[Human pose images with coordinates]

= = = = =

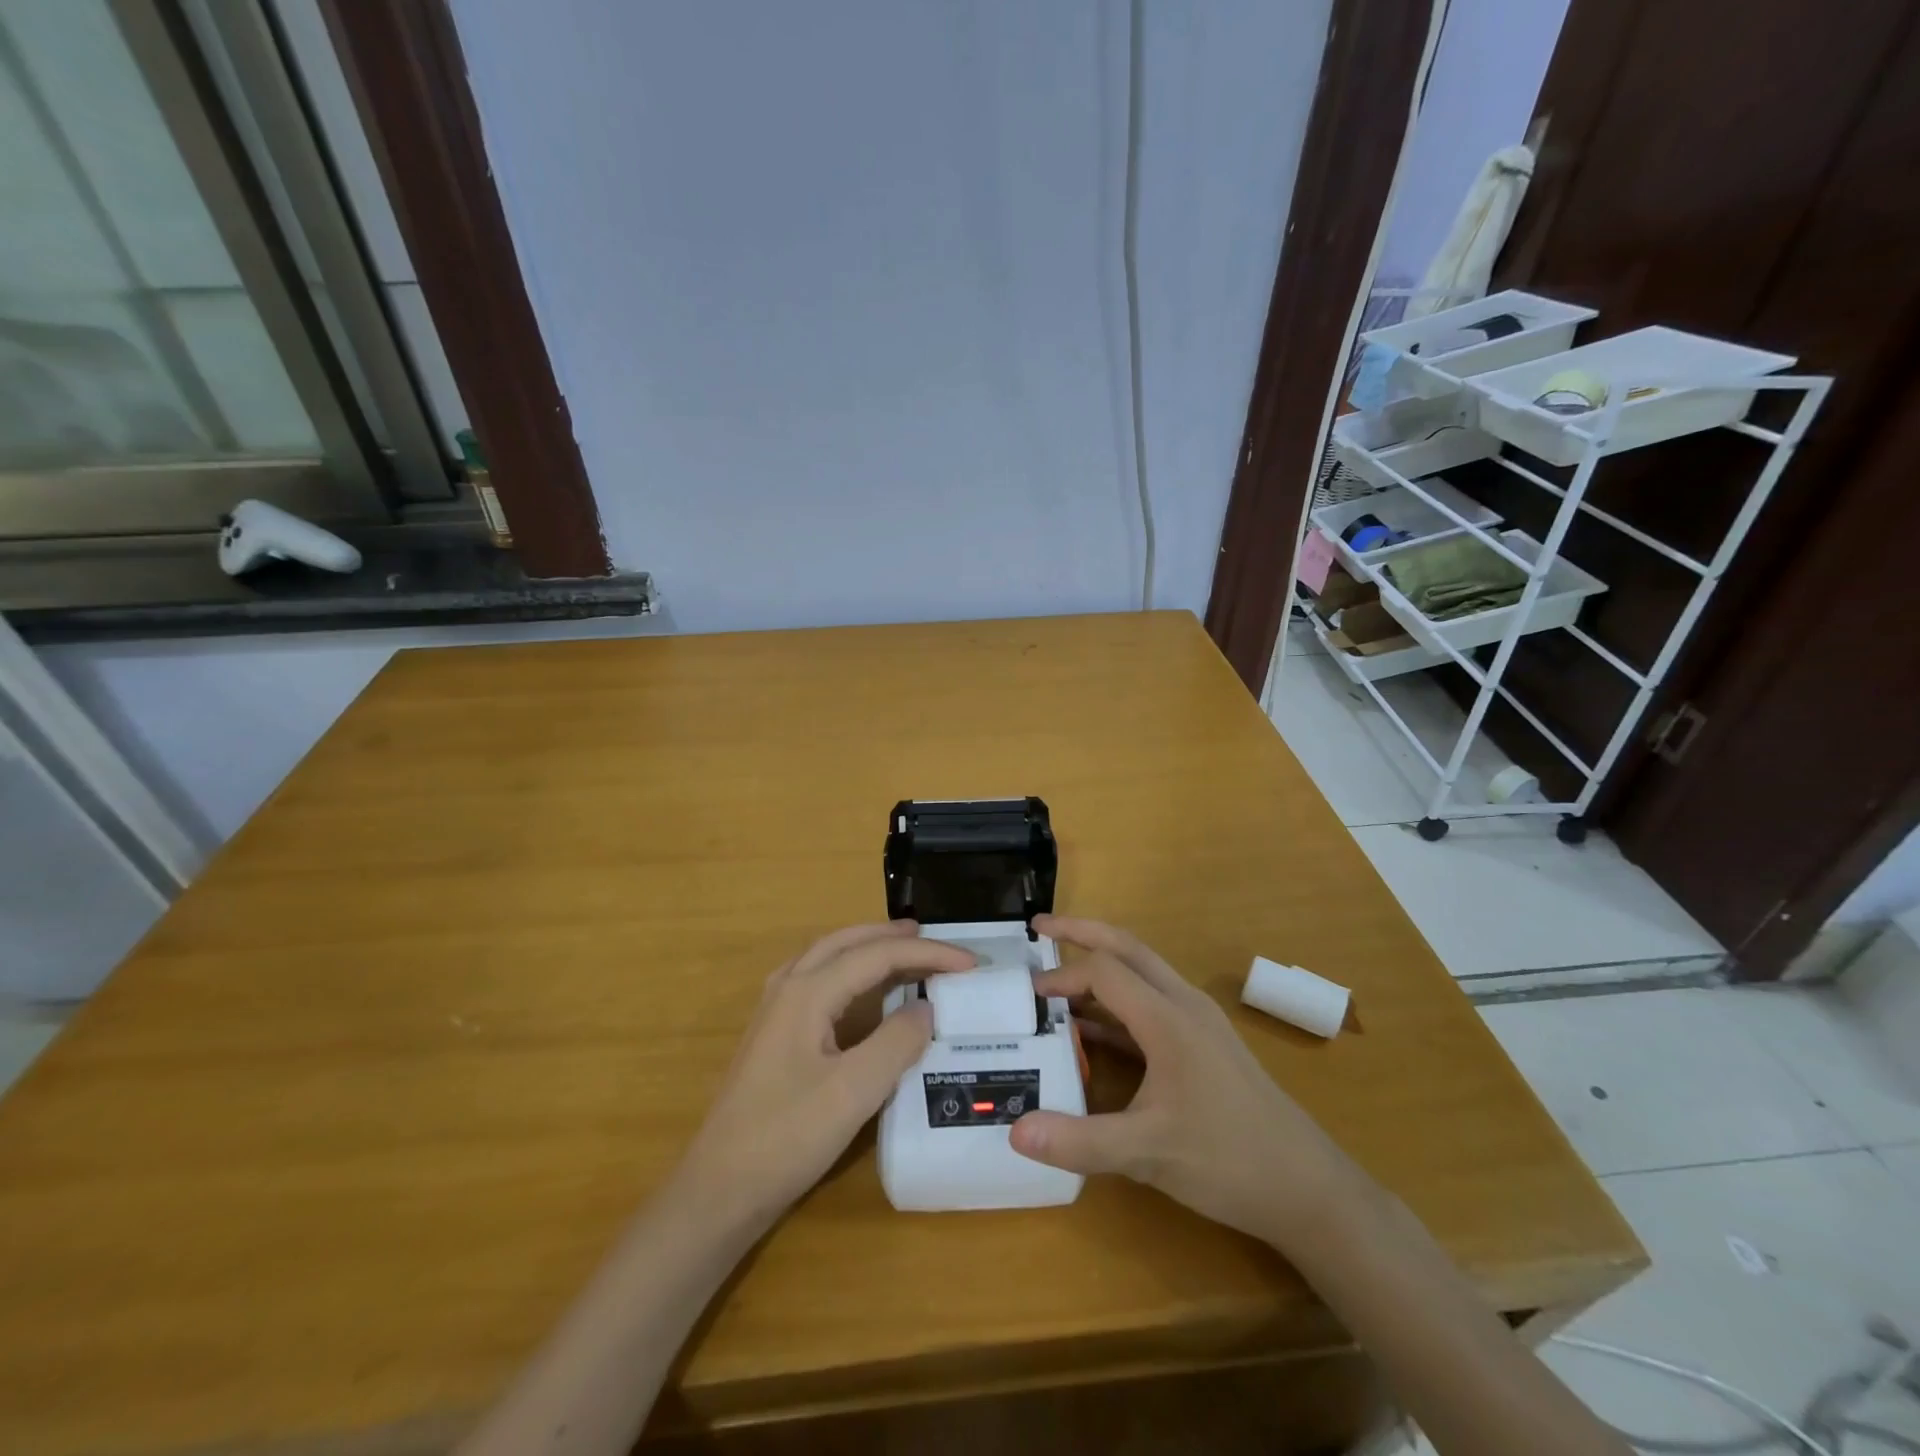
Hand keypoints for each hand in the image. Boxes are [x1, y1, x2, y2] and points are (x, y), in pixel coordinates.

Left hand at [673, 922, 973, 1232]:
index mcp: (807, 992)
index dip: (926, 953)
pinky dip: (850, 970)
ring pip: (828, 956)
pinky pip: (818, 979)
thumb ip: (896, 1042)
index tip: (970, 964)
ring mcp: (775, 1010)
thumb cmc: (786, 1137)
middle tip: (934, 940)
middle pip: (847, 942)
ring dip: (868, 947)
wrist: (719, 1190)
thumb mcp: (853, 1091)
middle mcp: (788, 987)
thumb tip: (926, 1006)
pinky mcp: (773, 1034)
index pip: (877, 955)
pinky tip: (860, 990)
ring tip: (903, 950)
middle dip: (893, 936)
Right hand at [1010, 916, 1355, 1247]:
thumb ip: (1080, 1142)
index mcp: (1169, 1018)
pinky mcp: (1202, 1045)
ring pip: (1142, 974)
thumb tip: (1015, 1132)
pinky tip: (1091, 1029)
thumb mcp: (1149, 1154)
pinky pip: (1151, 1006)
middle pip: (1128, 948)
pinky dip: (1116, 1005)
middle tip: (1040, 928)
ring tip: (1058, 977)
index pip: (1105, 971)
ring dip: (1100, 966)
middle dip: (1082, 932)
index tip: (1028, 996)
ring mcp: (1197, 1023)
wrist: (1308, 1188)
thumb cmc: (1230, 1161)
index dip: (1063, 976)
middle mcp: (1183, 1005)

= = = = =

Task statement
Could you please write out the entries exactly as they are, with every picture left out?

Task result
Hand keypoints for each hand in the image. Boxes are [x1, y1, x2, y2] and points are (x, y), in pixel coordinates.

Left hand at [673, 922, 973, 1232]:
index mcp: (807, 992)
index dip: (926, 953)
pinky dip: (850, 970)
ring pip: (828, 956)
pinky pip: (818, 979)
thumb ip: (896, 1042)
index tip: (970, 964)
ring mcp: (775, 1010)
thumb cmc: (786, 1137)
middle tip: (934, 940)
middle pip: (847, 942)
ring dip: (868, 947)
wrist: (719, 1190)
thumb mcp: (853, 1091)
middle mcp: (788, 987)
thumb tip: (926, 1006)
pinky mcp: (773, 1034)
index pip: (877, 955)
pinky tip: (860, 990)
ring tip: (903, 950)
middle dip: (893, 936)
Right hand at [1010, 916, 1355, 1247]:
thumb ip: (1080, 1142)
index mcp: (1169, 1018)
pinky mcp: (1202, 1045)
ring pip: (1142, 974)
thumb tip: (1015, 1132)
pinky tip: (1091, 1029)
thumb mcp: (1149, 1154)
pinky pip: (1151, 1006)
middle pip: (1128, 948)
pinky dip: (1116, 1005)
middle tip: (1040, 928)
ring tip: (1058, 977)
index pip: (1105, 971)
ring dip: (1100, 966)
middle dip: (1082, 932)
index tip: (1028, 996)
ring mcp: (1197, 1023)
wrist: (1308, 1188)
thumb cmc: (1230, 1161)
index dip: (1063, 976)
middle mcp: (1183, 1005)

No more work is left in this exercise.